═════ Data for processing ═════

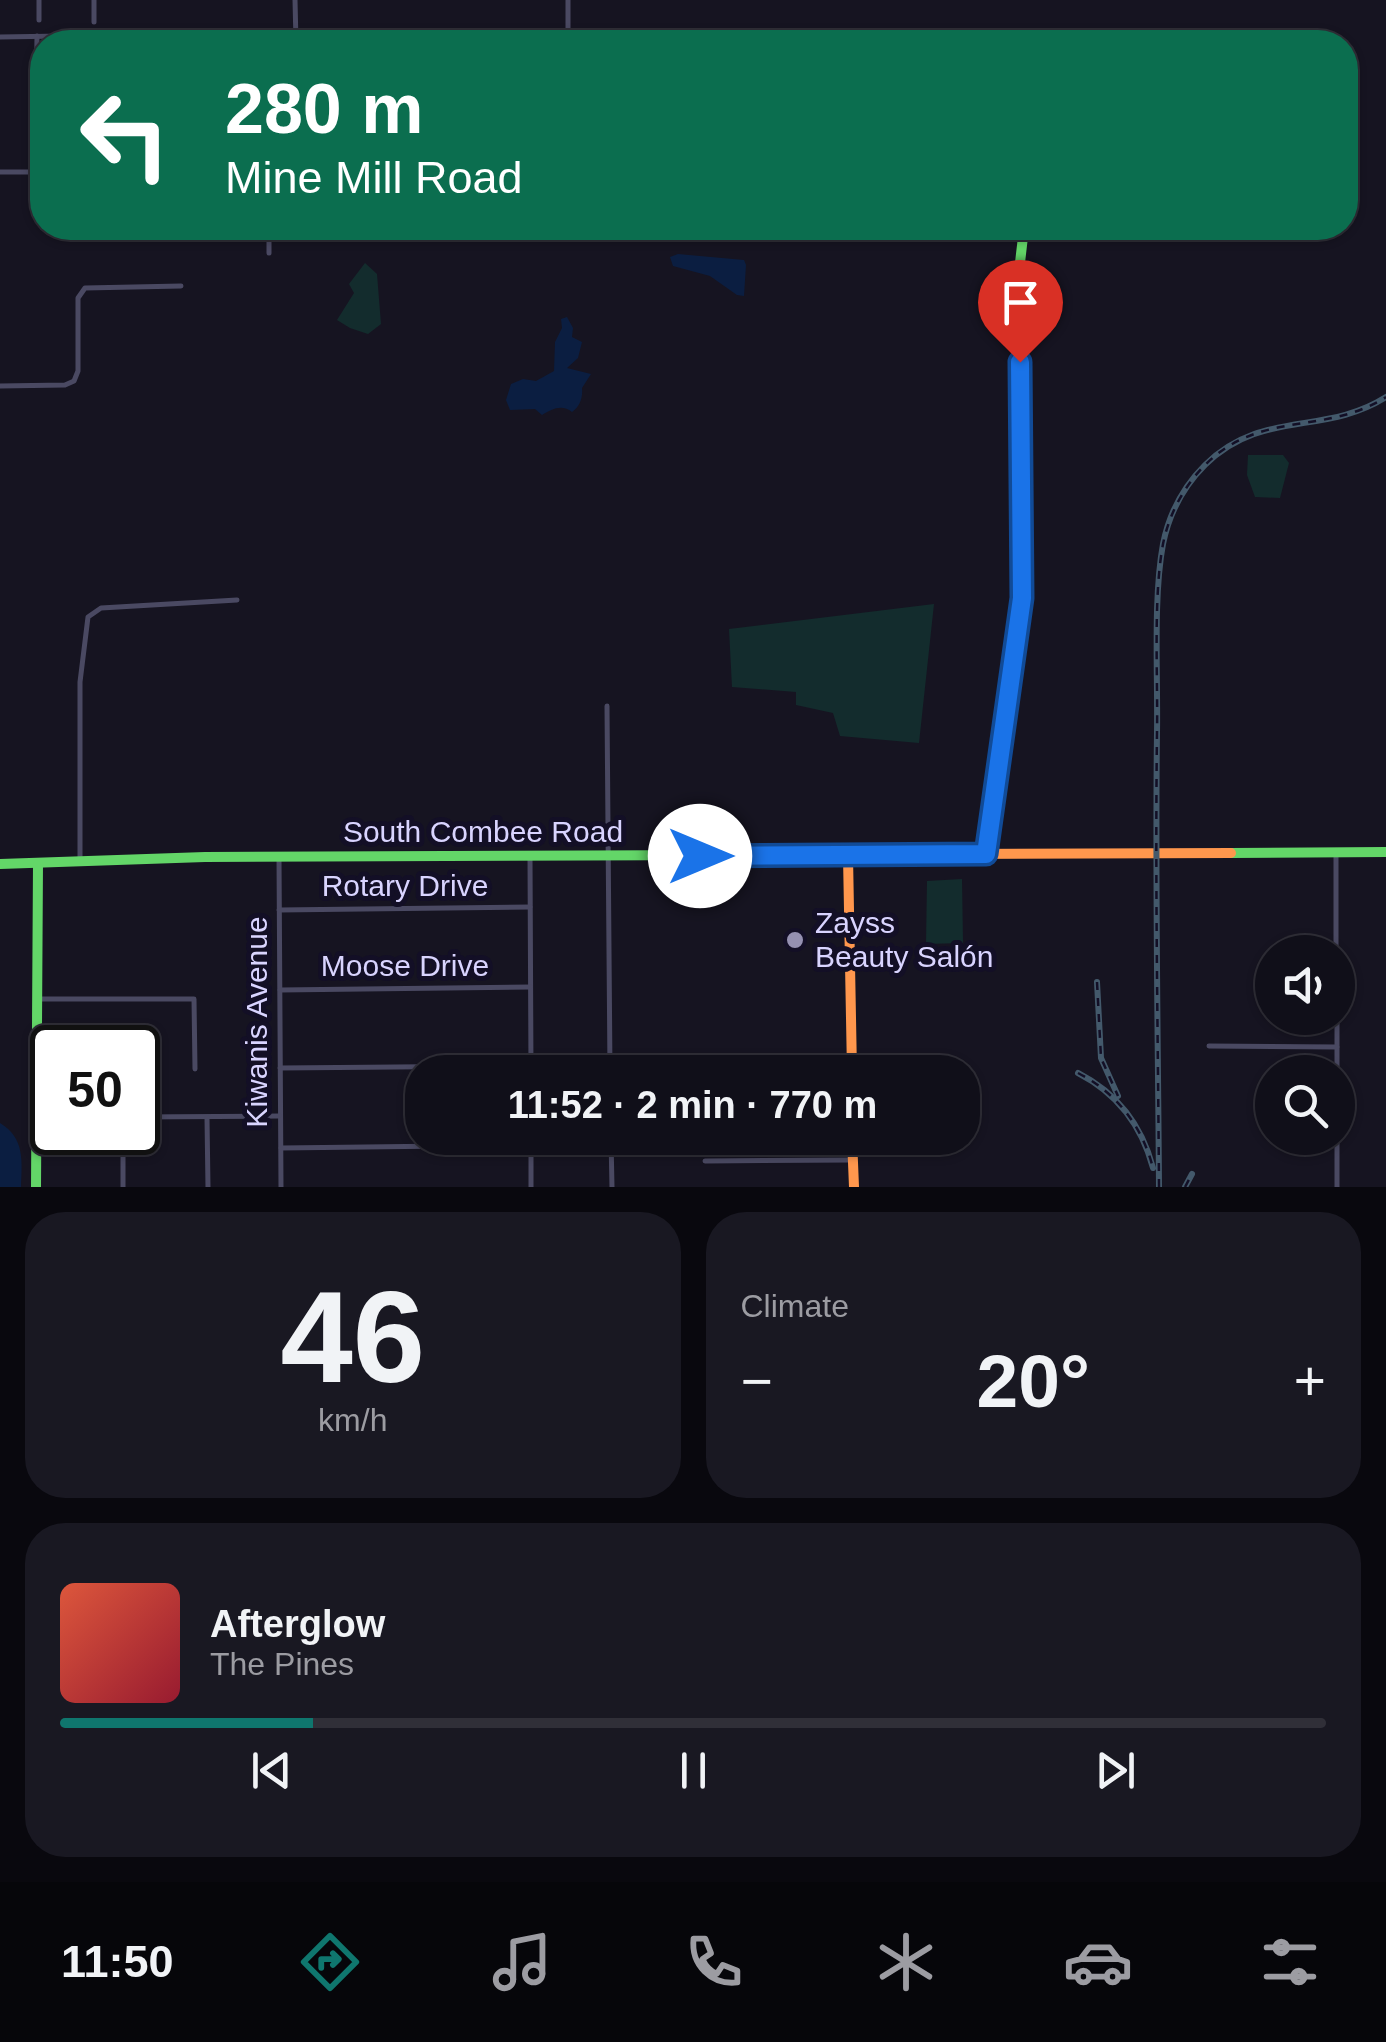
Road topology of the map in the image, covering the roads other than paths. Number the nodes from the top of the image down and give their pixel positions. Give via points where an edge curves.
1 (39, 0) edge
2 (94, 0) edge
3 (296, 0) edge
4 (568, 0) edge
5 (39, 20) dead end
6 (94, 22) dead end
7 (296, 30) edge
8 (568, 30) edge
9 (30, 36) edge
10 (0, 37) edge
11 (0, 172) edge
12 (30, 172) edge
13 (269, 240) edge
14 (1023, 240) edge
15 (269, 253) dead end
16 (182, 286) dead end
17 (0, 386) edge
18 (237, 600) dead end
19 (606, 706) dead end
20 (1336, 852) junction
21 (1386, 852) edge
22 (986, 854) junction
23 (609, 856) junction
24 (848, 856) junction
25 (279, 857) junction
26 (530, 857) junction
27 (80, 861) junction
28 (0, 864) edge
29 (38, 864) junction
30 (530, 908) junction
31 (280, 910) junction
32 (1336, 935) edge
33 (530, 987) junction
34 (280, 990) junction
35 (38, 999) junction
36 (38, 1025) edge
37 (1337, 1035) edge
38 (1209, 1046) dead end
39 (1337, 1047) junction
40 (531, 1055) edge
41 (610, 1055) edge
42 (852, 1055) edge
43 (1337, 1055) edge
44 (280, 1068) junction
45 (405, 1068) edge
46 (195, 1069) dead end
47 (280, 1116) junction
48 (160, 1117) edge
49 (208, 1118) junction
50 (405, 1145) edge
51 (281, 1148) junction
52 (36, 1155) edge
53 (123, 1155) edge
54 (531, 1155) edge
55 (611, 1155) edge
56 (851, 1155) edge
57 (1337, 1155) edge
58 (851, 1160) junction
59 (705, 1161) dead end
60 (36, 1187) edge
61 (123, 1187) edge
62 (208, 1187) edge
63 (281, 1187) edge
64 (532, 1187) edge
65 (612, 1187) edge
66 (854, 1187) edge
67 (1337, 1187) edge

1 - 5 street
2 - 6 street
3 - 7 street
4 - 8 street
9 - 10 street
11 - 12 street
13 - 15 street
14 - 22 main road via 1022,598
16 - 17 street via 85,288 78,298 74,381
18 - 27 street via 101,608 88,617 80,682
19 - 23 street
20 - 21 main road, South Combee Road
20 - 22 main road, South Combee Road
20 - 32 street
22 - 24 main road, South Combee Road
23 - 24 main road, South Combee Road
23 - 26 main road, South Combee Road
23 - 41 street
24 - 42 main road
25 - 26 main road, South Combee Road
25 - 27 main road, South Combee Road
25 - 31 street, Kiwanis Avenue
26 - 30 street
27 - 29 main road, South Combee Road
28 - 29 main road, South Combee Road
29 - 35 main road
30 - 31 street, Rotary Drive
30 - 33 street
31 - 34 street, Kiwanis Avenue
33 - 34 street, Moose Drive
33 - 40 street
34 - 44 street, Kiwanis Avenue
35 - 36 main road
35 - 46 street via 194,999
37 - 39 street
38 - 39 street
39 - 43 street
44 - 45 street
44 - 47 street, Kiwanis Avenue
47 - 49 street
47 - 51 street, Kiwanis Avenue
48 - 49 street
49 - 62 street
50 - 51 street
51 - 63 street, Kiwanis Avenue
52 - 60 main road
53 - 61 street
54 - 64 street
55 - 65 street
56 - 58 main road
57 - 67 street
58 - 59 street
58 - 66 main road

═════

**Work required**.
Starting from the records above, copy each line where the string "Kiwanis" is found.

**Output for this task**.
25 - 31 street, Kiwanis Avenue
31 - 34 street, Kiwanis Avenue
34 - 44 street, Kiwanis Avenue
44 - 47 street, Kiwanis Avenue
47 - 51 street, Kiwanis Avenue
51 - 63 street, Kiwanis Avenue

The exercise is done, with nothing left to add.